* _Problem details_
Within the data below, state how many lines contain the string "Limpericher". Provide the number only.

* _Given records_
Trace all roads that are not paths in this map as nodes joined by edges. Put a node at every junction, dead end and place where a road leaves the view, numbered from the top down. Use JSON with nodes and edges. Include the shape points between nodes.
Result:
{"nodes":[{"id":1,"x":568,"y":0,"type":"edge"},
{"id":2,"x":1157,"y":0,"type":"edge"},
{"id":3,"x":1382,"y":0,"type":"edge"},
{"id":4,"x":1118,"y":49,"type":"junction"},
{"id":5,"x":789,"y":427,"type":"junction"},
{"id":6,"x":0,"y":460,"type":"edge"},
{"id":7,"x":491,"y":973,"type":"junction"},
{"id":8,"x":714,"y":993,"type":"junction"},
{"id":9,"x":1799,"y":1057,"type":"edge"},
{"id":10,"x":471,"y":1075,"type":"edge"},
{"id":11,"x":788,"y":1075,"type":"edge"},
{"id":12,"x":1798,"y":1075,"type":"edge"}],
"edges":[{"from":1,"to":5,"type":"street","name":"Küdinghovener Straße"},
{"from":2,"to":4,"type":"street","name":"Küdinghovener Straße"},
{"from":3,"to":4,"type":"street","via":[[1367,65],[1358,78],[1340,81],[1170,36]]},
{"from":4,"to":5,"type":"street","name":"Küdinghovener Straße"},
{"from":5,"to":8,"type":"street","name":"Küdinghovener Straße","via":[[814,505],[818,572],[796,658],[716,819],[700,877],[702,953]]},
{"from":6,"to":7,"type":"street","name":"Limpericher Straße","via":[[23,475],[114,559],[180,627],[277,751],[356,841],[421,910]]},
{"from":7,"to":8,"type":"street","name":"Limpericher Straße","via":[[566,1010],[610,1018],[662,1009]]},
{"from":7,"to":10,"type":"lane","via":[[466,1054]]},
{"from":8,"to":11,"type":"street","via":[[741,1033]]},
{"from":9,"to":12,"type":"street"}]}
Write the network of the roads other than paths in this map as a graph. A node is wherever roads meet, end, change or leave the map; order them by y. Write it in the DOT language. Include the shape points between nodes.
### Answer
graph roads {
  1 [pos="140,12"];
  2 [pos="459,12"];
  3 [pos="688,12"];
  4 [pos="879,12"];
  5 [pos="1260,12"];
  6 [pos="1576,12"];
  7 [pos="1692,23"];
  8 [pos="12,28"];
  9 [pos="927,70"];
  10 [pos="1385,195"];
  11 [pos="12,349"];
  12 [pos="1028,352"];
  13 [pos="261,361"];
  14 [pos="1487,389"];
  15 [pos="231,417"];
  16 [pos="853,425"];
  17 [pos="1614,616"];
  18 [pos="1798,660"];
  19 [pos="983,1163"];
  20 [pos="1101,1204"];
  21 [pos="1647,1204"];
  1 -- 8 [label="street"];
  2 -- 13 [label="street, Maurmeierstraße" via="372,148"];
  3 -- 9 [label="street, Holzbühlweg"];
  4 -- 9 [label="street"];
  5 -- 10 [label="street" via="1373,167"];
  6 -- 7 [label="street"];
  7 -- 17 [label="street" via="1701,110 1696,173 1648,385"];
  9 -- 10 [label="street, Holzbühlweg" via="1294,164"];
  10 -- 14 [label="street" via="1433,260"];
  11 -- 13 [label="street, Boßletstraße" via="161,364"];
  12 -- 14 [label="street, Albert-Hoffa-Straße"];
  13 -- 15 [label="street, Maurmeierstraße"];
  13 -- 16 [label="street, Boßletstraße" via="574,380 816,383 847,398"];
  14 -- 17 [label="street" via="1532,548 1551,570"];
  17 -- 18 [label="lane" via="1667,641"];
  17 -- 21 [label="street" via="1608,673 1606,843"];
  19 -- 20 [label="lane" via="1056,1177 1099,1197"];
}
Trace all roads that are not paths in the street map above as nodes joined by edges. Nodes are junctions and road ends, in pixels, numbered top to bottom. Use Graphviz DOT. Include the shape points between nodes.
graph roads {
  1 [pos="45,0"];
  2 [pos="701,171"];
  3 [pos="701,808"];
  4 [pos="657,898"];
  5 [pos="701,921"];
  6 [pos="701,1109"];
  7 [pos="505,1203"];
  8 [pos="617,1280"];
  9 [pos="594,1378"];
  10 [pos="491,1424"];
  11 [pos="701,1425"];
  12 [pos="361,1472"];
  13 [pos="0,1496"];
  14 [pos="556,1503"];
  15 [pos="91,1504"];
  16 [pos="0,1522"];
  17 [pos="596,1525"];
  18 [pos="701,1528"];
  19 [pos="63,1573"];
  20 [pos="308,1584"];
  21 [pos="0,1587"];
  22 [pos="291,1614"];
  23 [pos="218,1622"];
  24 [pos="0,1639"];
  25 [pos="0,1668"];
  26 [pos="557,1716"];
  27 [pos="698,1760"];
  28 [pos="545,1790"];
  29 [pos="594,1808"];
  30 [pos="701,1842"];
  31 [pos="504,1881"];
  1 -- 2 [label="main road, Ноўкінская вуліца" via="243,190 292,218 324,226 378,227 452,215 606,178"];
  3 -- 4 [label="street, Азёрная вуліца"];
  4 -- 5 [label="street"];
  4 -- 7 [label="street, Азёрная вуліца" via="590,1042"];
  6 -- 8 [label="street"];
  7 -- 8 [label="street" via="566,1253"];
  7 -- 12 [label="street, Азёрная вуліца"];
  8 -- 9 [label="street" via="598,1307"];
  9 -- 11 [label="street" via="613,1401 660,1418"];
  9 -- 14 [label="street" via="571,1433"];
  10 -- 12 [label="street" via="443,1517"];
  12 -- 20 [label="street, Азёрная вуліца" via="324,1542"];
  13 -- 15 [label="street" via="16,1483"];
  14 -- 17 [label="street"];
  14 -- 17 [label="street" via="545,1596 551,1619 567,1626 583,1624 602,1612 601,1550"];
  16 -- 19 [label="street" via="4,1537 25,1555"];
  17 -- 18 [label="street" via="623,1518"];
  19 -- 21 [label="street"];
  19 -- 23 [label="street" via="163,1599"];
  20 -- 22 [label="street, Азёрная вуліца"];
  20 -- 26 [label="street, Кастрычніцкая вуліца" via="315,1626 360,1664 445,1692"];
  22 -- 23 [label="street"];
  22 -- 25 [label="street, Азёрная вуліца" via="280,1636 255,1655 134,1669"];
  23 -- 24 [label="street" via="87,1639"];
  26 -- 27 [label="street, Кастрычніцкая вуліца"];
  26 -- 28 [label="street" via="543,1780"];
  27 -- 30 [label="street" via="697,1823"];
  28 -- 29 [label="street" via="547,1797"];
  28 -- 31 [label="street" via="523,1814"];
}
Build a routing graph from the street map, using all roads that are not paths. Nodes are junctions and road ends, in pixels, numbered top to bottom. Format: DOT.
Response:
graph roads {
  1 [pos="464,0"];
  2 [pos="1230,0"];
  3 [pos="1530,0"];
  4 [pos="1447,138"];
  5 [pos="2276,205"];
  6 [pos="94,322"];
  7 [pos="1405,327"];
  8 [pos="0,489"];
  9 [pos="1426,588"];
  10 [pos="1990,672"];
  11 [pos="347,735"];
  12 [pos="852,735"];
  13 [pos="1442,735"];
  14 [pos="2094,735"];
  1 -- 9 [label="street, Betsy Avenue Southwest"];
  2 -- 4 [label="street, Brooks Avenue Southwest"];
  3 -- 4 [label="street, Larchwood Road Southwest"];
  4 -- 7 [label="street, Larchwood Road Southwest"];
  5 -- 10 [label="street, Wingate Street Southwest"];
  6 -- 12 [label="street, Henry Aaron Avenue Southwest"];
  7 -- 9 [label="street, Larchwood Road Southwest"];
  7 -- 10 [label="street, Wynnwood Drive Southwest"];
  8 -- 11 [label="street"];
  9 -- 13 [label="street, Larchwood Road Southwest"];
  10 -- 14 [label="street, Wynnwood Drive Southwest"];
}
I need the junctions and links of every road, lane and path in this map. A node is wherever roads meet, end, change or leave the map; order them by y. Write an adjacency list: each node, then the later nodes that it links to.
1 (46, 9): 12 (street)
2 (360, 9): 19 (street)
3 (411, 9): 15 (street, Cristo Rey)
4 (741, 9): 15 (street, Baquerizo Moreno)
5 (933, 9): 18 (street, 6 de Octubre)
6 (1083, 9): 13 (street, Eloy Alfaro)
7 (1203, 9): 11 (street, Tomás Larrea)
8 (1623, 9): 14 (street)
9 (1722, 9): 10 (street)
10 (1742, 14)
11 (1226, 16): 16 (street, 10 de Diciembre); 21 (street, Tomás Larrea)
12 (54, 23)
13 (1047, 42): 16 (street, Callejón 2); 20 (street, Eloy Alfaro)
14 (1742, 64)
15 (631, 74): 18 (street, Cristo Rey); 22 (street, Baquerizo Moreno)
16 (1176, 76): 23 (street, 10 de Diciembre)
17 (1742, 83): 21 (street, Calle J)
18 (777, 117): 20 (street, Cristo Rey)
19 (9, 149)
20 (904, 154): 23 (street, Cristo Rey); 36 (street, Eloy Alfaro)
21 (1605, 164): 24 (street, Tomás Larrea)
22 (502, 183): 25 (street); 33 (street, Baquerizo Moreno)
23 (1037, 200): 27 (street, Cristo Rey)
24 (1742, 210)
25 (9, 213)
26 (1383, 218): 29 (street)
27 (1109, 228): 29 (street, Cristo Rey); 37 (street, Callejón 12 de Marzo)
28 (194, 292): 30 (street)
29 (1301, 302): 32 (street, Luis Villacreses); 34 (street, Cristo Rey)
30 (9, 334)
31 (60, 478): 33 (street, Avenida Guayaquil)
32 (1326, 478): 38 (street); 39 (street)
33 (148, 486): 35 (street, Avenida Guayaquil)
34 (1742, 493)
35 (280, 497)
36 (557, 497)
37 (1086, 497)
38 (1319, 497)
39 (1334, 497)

* _Output for this exercise_
2